▶ Input records
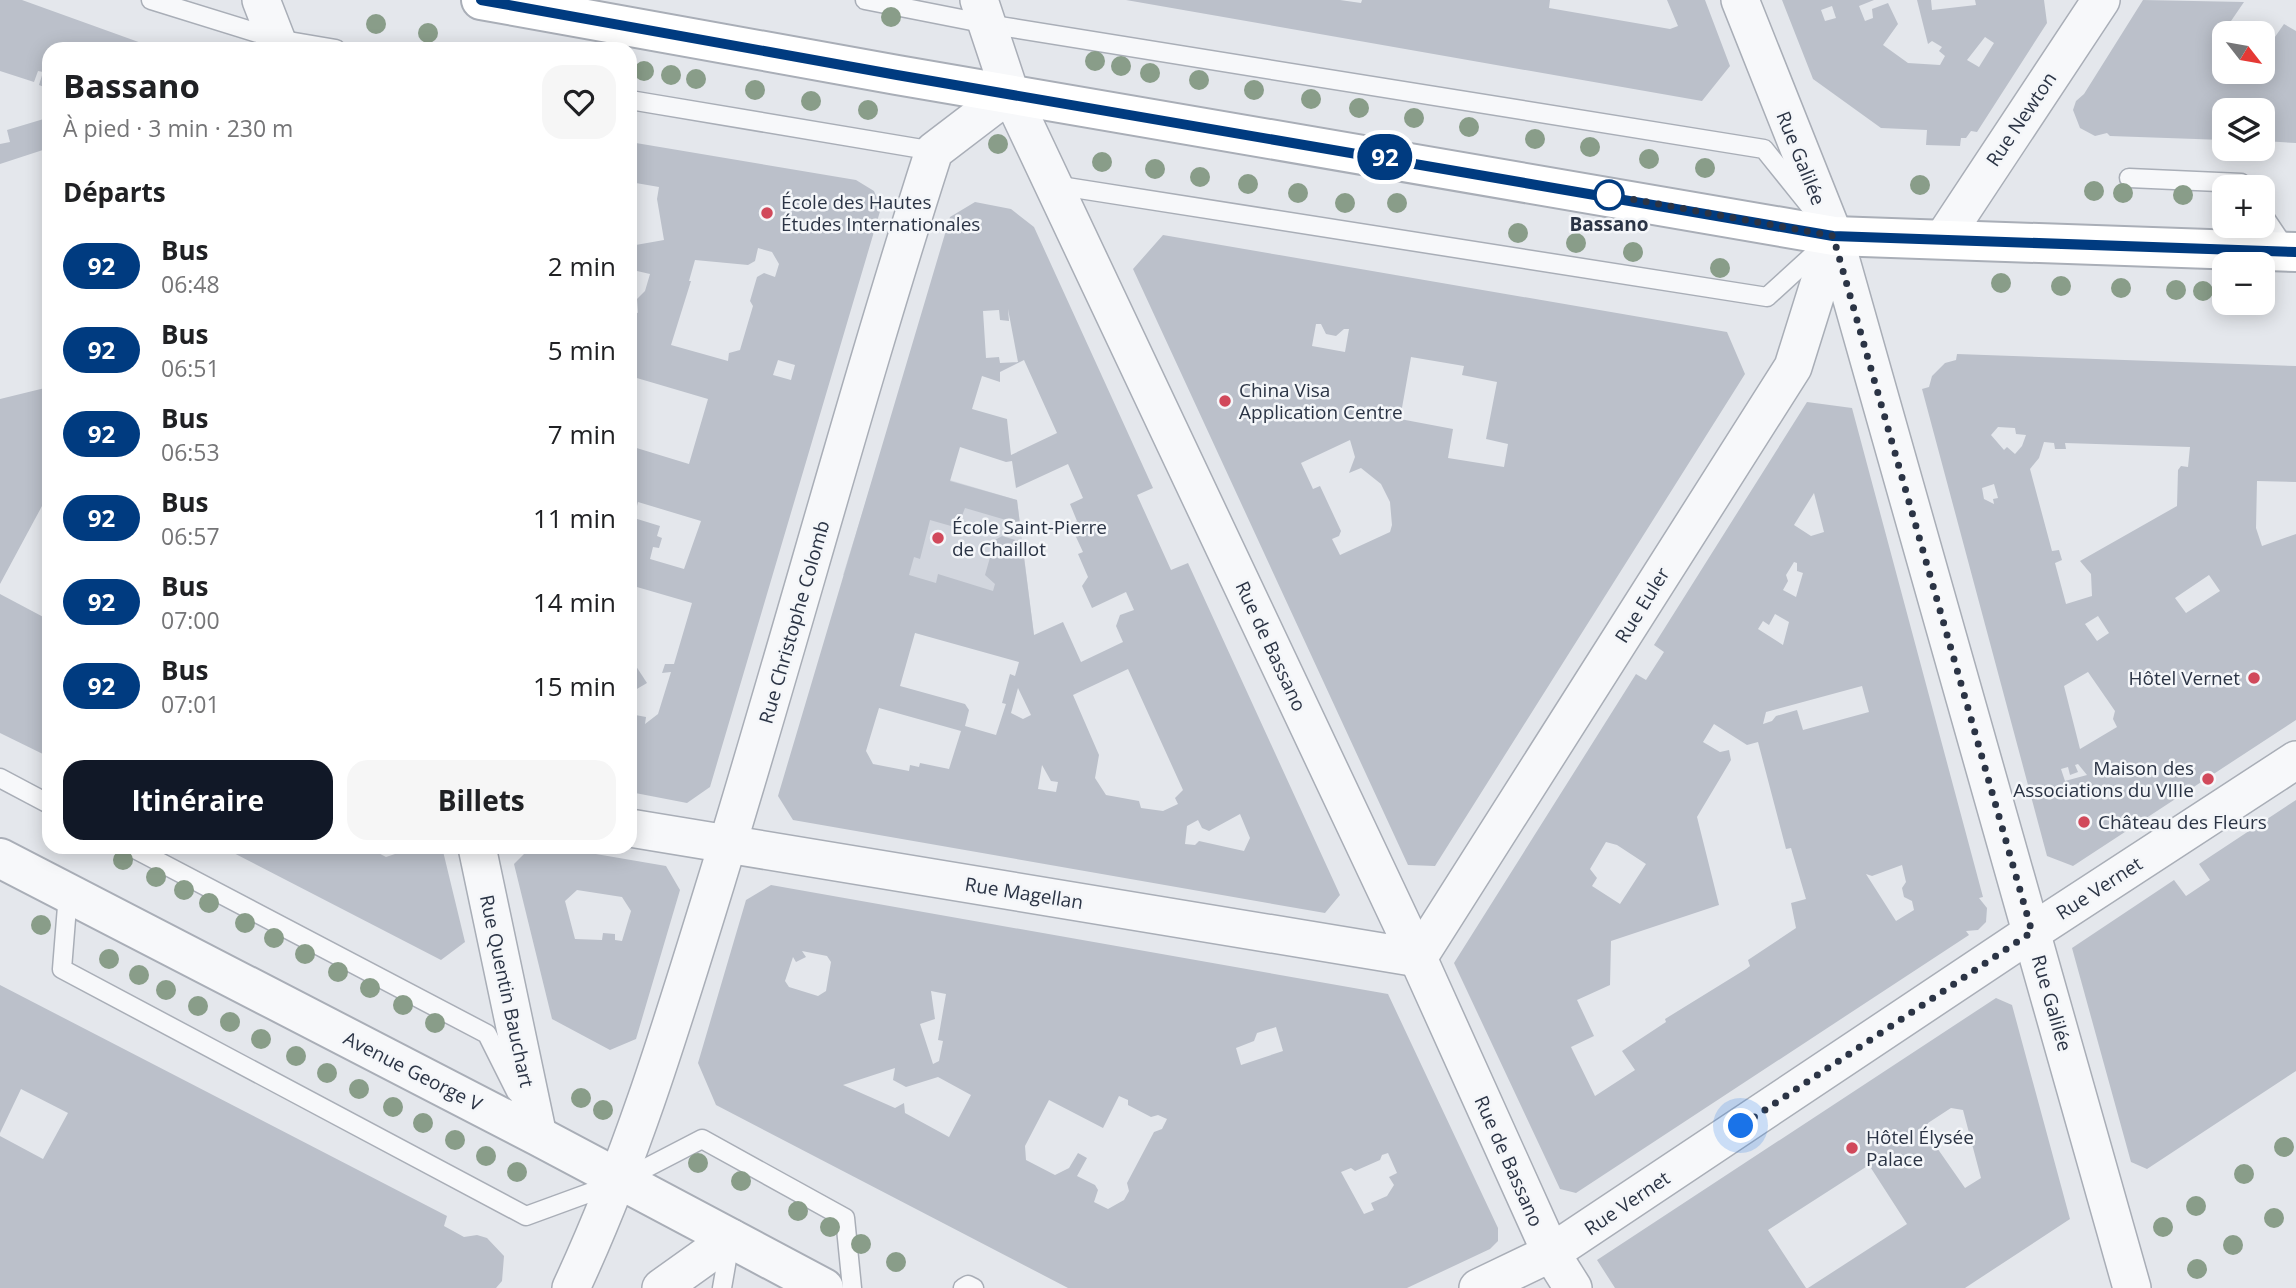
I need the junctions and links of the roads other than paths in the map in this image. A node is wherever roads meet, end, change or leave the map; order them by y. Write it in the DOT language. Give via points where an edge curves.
graph roads {
  1 [pos="150,0"];
  2 [pos="261,0"];
  3 [pos="481,0"];
  4 [pos="864,0"];
  5 [pos="1740,0"];
  6 [pos="2071,0"];
  7 [pos="2101,0"];
  8 [pos="983,12"];
  9 [pos="2076,38"];
  10 [pos="272,42"];
  11 [pos="277,42"];
  12 [pos="1010,93"];
  13 [pos="637,101"];
  14 [pos="934,151"];
  15 [pos="2129,178"];
  16 [pos="2212,182"];
  17 [pos="1054,185"];
  18 [pos="2275,230"];
  19 [pos="1833,236"];
  20 [pos="1942,239"];
  21 [pos="2292,252"];
  22 [pos="2296,760"];
  23 [pos="0,778"];
  24 [pos="42,800"];
  25 [pos="637,829"];
  26 [pos="728,845"];
  27 [pos="144,854"];
  28 [pos="478,854"];
  29 [pos="0,858"];
  30 [pos="68,894"];
  31 [pos="2032,932"];
  32 [pos="1418,958"];
  33 [pos="538,1136"];
  34 [pos="619,1182"];
  35 [pos="731,1238"];
  36 [pos="1551,1253"];
  37 [pos="2127,1286"];
  38 [pos="571,1288"];
  39 [pos="661,1288"];
  40 [pos="722,1288"];
  41 [pos="824,1288"];
  42 [pos="852,1288"];
  43 [pos="963,1288"];
  44 [pos="974,1288"];
  45 [pos="1478,1288"];
  46 [pos="1573,1288"];
  1 -- 10 [label="lane"];
  2 -- 11 [label="street"];
  3 -- 12 [label="main road"];
  4 -- 8 [label="lane"];
  5 -- 19 [label="street, Rue Galilée"];
  6 -- 9 [label="street"];
  7 -- 9 [label="street, Rue Newton"];
  8 -- 12 [label="street, Rue de Bassano"];
  8 -- 19 [label="lane" via="1764,149"];
  9 -- 20 [label="street, Rue Newton"];
  12 -- 14 [label="street"];
  12 -- 17 [label="street, Rue de Bassano"];
  12 -- 19 [label="main road"];
  13 -- 14 [label="lane"];
  14 -- 26 [label="street, Rue Christophe Colomb"];
  15 -- 16 [label="lane"];
  17 -- 19 [label="lane" via="1767,297"];
  17 -- 32 [label="street, Rue de Bassano"];
  18 -- 21 [label="lane"];
  19 -- 20 [label="main road"];
  19 -- 31 [label="street, Rue Galilée"];
  19 -- 32 [label="street, Rue Euler" via="1793,367"];
  20 -- 21 [label="main road"];
  22 -- 31 [label="street, Rue Vernet"];
  23 -- 24 [label="lane"];
  25 -- 26 [label="street, Rue Magellan"];
  26 -- 32 [label="street, Rue Magellan"];
  26 -- 34 [label="street, Rue Christophe Colomb"];
  27 -- 33 [label="lane" via="487,1034"];
  28 -- 33 [label="street, Rue Quentin Bauchart"];
  29 -- 30 [label="street, Avenue George V"];
  30 -- 33 [label="street, Avenue George V"];
  30 -- 34 [label="lane" via="62,969 526,1216"];
  31 -- 36 [label="street, Rue Vernet"];
  31 -- 37 [label="street, Rue Galilée"];
  32 -- 36 [label="street, Rue de Bassano"];
  33 -- 34 [label="street, Avenue George V"];
  34 -- 35 [label="street, Avenue George V"];
  34 -- 38 [label="street, Rue Christophe Colomb"];
  34 -- 42 [label="lane" via="702,1139 845,1218"];
  35 -- 39 [label="street"];
  35 -- 40 [label="lane"];
  35 -- 41 [label="street, Avenue George V"];
  36 -- 45 [label="street, Rue Vernet"];
  36 -- 46 [label="street, Rue de Bassano"];
  43 -- 44 [label="lane"];
}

▶ Work item
Look through the data above. Each line containing the word "Bassano" needs to be copied.

▶ Task result
  8 -- 12 [label="street, Rue de Bassano"];
  12 -- 17 [label="street, Rue de Bassano"];
  17 -- 32 [label="street, Rue de Bassano"];
  32 -- 36 [label="street, Rue de Bassano"];
  36 -- 46 [label="street, Rue de Bassano"];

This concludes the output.